= Provided data =
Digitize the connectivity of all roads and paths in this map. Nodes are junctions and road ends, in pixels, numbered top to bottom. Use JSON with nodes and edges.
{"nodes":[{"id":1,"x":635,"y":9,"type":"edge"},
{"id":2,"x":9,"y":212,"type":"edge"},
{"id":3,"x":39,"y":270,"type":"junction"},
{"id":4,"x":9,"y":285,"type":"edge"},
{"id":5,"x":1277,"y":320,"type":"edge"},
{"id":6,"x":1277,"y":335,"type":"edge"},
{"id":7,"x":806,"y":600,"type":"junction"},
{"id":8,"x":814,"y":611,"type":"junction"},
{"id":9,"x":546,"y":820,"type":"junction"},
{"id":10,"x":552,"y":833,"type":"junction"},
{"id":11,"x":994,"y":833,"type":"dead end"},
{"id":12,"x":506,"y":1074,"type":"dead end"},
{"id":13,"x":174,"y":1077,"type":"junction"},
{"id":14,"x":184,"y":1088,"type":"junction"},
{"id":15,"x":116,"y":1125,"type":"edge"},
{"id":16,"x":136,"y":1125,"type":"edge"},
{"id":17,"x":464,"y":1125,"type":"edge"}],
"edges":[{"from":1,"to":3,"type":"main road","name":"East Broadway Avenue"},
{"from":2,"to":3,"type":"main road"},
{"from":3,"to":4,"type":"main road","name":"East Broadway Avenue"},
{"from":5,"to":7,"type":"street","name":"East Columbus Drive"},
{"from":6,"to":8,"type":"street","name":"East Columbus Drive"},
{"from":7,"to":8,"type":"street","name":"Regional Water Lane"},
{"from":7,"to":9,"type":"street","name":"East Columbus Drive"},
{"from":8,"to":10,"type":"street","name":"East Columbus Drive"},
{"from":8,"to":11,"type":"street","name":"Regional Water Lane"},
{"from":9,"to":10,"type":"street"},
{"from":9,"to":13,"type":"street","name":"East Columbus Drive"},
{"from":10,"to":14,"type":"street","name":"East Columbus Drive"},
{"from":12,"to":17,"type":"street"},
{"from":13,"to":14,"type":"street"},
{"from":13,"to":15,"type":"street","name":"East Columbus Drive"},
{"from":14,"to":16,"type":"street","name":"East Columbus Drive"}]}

= What this task involves =
Your task is to return all of the material exactly.

= Worked solution =
Digitize the connectivity of all roads and paths in this map. Nodes are junctions and road ends, in pixels, numbered top to bottom. Use JSON with nodes and edges.
{"nodes":[{"id":1,"x":635,"y":9,"type":"edge"},
{"id":2,"x":9,"y":212,"type":"edge"},
{"id":3,"x":39,"y":270,"type":"junction"},
{"id":4,"x":9,"y":285,"type":"edge"},
{"id":5,"x":1277,"y":320,"type":"edge"},
{"id":6,"x":1277,"y":335,"type":"edge"},
{"id":7,"x":806,"y":600,"type":"junction"},
{"id":8,"x":814,"y":611,"type":"junction"},
{"id":9,"x":546,"y":820,"type":"junction"},
{"id":10,"x":552,"y":833,"type":"junction"},
{"id":11,"x":994,"y":833,"type":"dead end"},
{"id":12,"x":506,"y":1074,"type":"dead end"},
{"id":13,"x":174,"y":1077,"type":"junction"},
{"id":14,"x":184,"y":1088,"type":"junction"},
{"id":15,"x":116,"y":1125,"type":"edge"},
{"id":16,"x":136,"y":1125,"type":"edge"},
{"id":17,"x":464,"y":1125,"type":"edge"}],
"edges":[{"from":1,"to":3,"type":"main road","name":"East Broadway Avenue"},
{"from":2,"to":3,"type":"main road"},
{"from":3,"to":4,"type":"main road","name":"East Broadway Avenue"},
{"from":5,"to":7,"type":"street","name":"East Columbus Drive"},
{"from":6,"to":8,"type":"street","name":"East Columbus Drive"},
{"from":7,"to":8,"type":"street","name":"Regional Water Lane"},
{"from":7,"to":9,"type":"street","name":"East Columbus Drive"},
{"from":8,"to":10,"type":"street","name":"East Columbus Drive"},
{"from":8,"to":11,"type":"street","name":"Regional Water Lane"},
{"from":9,"to":10,"type":"street"},
{"from":9,"to":13,"type":"street","name":"East Columbus Drive"},
{"from":10,"to":14,"type":"street","name":"East Columbus Drive"},
{"from":12,"to":17,"type":"street"},
{"from":13,"to":14,"type":"street"},
{"from":13,"to":15,"type":"street","name":"East Columbus Drive"},
{"from":14,"to":16,"type":"street","name":"East Columbus Drive"}]}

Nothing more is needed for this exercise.